#### [Task directions]
When the word "edge" appears in a line of the data below, list that line.
(Dataset records)
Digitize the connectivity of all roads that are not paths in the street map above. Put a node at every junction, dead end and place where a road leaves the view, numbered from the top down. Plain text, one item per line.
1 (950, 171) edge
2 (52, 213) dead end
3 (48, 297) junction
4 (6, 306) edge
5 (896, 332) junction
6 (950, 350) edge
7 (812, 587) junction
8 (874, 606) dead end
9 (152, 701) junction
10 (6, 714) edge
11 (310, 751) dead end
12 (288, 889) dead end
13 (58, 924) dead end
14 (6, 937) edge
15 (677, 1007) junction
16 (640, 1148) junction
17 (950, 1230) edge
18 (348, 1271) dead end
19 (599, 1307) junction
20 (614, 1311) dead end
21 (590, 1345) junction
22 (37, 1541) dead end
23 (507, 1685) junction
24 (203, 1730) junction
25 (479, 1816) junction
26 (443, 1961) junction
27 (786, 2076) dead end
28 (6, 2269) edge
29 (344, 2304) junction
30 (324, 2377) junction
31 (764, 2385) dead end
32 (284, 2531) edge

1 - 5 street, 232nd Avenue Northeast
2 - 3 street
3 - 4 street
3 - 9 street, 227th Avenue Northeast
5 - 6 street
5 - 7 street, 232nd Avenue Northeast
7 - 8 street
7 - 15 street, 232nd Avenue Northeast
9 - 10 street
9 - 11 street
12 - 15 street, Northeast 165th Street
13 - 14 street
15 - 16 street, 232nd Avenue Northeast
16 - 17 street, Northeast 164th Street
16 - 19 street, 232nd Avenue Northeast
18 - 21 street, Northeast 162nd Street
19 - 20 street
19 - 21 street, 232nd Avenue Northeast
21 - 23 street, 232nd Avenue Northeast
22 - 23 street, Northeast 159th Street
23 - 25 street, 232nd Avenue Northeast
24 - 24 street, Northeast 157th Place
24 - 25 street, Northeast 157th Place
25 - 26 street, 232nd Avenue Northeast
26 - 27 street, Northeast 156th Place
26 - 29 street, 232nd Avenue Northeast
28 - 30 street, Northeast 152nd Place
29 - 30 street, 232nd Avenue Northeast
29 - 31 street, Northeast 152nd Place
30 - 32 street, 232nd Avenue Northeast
(End Dataset records)
#### [Output for this task]
1 (950, 171) edge
4 (6, 306) edge
6 (950, 350) edge
10 (6, 714) edge
14 (6, 937) edge
17 (950, 1230) edge
28 (6, 2269) edge
32 (284, 2531) edge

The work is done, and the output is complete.